Abstract

The impact of the illumination level on the quantitative indicators of mechanical damage of the rolled strip is investigated. To do so, a physical model experiment was conducted in the laboratory. The obtained images of defects at light levels in the range of 2–800 lx were recognized by a neural network model based on the U-net architecture with a decoder based on ResNet152. Two levels of illumination were identified, at which the total area of recognized defects increased: 50 lx and 300 lx. A quantitative assessment of the overall accuracy of defect recognition was conducted on the basis of comparison with data from images marked by an expert. The best recognition result (with Dice similarity coefficient DSC = 0.89) was obtained for the illumination of 300 lx. At lower light levels (less than 200 lx), some of the damage remained unrecognized. At high light levels (higher than 500 lx), a decrease in DSC was observed, mainly due to the fact that the surface objects are better visible and the recognized fragments become wider. In addition, more false-positives fragments were recognized.
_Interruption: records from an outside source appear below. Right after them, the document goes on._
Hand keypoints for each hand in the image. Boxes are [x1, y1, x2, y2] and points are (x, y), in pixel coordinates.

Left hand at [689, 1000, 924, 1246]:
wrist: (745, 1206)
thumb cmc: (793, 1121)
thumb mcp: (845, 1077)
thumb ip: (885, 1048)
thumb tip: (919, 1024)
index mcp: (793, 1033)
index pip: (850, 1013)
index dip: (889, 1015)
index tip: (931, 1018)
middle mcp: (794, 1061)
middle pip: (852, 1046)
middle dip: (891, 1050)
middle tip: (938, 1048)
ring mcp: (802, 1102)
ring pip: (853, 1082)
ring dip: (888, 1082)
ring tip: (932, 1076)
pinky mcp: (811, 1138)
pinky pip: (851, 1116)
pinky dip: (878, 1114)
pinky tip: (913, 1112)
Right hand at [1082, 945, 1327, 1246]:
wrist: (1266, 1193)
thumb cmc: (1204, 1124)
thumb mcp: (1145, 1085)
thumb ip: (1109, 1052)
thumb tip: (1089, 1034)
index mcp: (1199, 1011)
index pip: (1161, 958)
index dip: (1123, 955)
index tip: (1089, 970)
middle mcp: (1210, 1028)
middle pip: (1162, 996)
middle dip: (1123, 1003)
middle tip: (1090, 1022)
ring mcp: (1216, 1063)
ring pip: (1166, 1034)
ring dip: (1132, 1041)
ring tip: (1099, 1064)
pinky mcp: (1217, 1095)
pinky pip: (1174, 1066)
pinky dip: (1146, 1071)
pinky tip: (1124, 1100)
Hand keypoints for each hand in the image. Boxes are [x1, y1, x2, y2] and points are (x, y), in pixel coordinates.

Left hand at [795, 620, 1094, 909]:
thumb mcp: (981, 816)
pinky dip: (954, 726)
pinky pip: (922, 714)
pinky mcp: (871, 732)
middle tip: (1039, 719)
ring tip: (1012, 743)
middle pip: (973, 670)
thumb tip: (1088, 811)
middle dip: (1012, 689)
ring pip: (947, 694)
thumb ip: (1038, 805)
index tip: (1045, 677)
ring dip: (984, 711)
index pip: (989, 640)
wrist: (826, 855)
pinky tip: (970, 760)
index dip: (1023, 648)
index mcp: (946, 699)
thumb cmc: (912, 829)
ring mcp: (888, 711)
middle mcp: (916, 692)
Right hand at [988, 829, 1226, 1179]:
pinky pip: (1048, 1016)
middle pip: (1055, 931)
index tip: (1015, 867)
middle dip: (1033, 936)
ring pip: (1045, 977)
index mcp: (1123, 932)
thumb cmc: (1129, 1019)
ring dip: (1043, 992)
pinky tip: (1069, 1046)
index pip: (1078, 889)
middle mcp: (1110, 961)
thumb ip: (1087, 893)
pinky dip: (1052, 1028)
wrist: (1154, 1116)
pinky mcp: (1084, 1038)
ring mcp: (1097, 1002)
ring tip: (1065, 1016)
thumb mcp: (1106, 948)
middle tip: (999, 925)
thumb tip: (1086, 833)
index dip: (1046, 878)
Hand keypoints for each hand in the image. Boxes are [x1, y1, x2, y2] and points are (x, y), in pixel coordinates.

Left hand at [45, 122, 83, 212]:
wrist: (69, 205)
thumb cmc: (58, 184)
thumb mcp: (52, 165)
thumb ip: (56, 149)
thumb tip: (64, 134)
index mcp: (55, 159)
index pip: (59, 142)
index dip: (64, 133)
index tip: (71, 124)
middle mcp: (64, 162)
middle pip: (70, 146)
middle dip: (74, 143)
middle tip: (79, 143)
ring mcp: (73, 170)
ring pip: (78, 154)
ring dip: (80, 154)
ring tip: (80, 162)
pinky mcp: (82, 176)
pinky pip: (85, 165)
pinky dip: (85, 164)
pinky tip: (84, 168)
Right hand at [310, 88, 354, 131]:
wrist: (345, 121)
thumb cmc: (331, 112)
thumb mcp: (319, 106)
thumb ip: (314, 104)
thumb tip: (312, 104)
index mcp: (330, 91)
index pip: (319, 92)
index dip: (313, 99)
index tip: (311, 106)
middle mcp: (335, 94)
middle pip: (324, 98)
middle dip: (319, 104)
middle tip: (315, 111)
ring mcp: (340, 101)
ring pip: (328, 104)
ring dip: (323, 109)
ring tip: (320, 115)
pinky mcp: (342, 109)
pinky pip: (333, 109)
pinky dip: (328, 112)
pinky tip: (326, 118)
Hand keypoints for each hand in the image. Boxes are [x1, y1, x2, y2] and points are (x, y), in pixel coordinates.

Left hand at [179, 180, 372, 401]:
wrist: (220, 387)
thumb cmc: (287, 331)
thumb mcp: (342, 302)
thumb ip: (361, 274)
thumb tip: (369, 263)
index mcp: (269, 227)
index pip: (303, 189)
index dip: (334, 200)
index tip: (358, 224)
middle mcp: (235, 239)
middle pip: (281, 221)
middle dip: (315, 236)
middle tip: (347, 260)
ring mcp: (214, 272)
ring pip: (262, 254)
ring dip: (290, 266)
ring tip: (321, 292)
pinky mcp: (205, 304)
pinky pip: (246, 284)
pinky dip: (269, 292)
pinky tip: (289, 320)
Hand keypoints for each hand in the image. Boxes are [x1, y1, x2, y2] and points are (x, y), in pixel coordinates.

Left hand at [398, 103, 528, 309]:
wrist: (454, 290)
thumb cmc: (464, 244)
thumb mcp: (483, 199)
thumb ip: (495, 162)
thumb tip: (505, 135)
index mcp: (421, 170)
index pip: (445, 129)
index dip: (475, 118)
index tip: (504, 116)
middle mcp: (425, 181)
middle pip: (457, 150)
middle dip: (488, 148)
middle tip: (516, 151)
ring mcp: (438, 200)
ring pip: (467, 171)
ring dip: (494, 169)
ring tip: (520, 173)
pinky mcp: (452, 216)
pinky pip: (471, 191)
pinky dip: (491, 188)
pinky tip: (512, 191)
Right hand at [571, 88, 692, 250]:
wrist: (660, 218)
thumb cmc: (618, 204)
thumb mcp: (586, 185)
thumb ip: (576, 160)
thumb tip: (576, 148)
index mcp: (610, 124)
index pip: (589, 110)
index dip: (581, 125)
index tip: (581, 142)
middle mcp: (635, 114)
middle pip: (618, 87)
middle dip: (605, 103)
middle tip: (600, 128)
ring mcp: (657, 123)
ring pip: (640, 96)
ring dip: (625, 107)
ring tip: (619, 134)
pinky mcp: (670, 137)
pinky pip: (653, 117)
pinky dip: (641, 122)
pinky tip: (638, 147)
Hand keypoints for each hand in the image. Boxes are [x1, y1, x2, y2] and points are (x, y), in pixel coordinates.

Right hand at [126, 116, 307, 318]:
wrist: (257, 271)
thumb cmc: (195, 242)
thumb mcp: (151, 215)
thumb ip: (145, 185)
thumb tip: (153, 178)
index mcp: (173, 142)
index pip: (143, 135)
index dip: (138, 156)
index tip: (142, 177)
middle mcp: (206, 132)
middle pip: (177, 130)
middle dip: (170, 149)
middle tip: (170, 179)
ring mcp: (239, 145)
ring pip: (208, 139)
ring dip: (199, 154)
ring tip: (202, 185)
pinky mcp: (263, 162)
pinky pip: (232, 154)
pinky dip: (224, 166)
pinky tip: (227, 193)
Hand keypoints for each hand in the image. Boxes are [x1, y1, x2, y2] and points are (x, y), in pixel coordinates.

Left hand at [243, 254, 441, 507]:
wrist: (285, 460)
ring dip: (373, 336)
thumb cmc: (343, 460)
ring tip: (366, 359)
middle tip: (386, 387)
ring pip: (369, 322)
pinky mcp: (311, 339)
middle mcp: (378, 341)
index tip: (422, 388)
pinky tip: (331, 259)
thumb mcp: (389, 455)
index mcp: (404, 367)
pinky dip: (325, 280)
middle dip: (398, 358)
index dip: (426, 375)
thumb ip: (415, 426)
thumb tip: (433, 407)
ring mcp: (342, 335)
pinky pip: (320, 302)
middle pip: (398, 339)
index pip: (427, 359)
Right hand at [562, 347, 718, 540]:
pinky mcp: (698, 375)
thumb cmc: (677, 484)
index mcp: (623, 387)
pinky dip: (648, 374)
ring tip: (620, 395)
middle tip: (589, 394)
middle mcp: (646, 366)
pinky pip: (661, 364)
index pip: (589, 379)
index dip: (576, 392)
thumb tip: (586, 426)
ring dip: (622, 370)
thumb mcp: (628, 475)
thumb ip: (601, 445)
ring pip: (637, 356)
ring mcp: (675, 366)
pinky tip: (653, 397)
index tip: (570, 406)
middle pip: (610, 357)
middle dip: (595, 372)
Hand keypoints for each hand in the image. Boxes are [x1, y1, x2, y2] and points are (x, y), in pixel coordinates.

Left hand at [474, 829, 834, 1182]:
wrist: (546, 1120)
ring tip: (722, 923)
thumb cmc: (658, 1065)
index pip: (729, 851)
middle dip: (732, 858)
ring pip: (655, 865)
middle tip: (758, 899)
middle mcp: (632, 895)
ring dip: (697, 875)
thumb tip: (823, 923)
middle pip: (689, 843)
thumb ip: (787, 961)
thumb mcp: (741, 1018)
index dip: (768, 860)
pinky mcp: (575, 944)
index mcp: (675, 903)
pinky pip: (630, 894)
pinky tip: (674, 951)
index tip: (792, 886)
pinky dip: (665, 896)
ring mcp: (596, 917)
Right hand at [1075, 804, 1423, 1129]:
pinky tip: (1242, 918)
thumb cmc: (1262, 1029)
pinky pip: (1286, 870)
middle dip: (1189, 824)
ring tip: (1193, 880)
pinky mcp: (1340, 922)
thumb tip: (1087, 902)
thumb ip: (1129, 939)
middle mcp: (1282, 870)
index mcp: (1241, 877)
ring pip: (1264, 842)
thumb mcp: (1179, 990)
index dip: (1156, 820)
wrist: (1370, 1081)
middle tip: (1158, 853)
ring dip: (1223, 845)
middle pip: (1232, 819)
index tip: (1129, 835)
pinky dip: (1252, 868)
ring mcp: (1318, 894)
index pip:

The obtained results are valuable for further adjustment of industrial systems for diagnosing technological defects on rolled metal strips.

Highlights

  • Metallurgy is one of the high-tech industries where optical and digital control methods for the rolled metal are actively developing

  • Metallurgical plants use optoelectronic systems based on the analysis of local areas of the rolled strip surface

  • A deep convolutional neural network model based on the U-net architecture with a decoder based on ResNet152 was used to recognize damage [11]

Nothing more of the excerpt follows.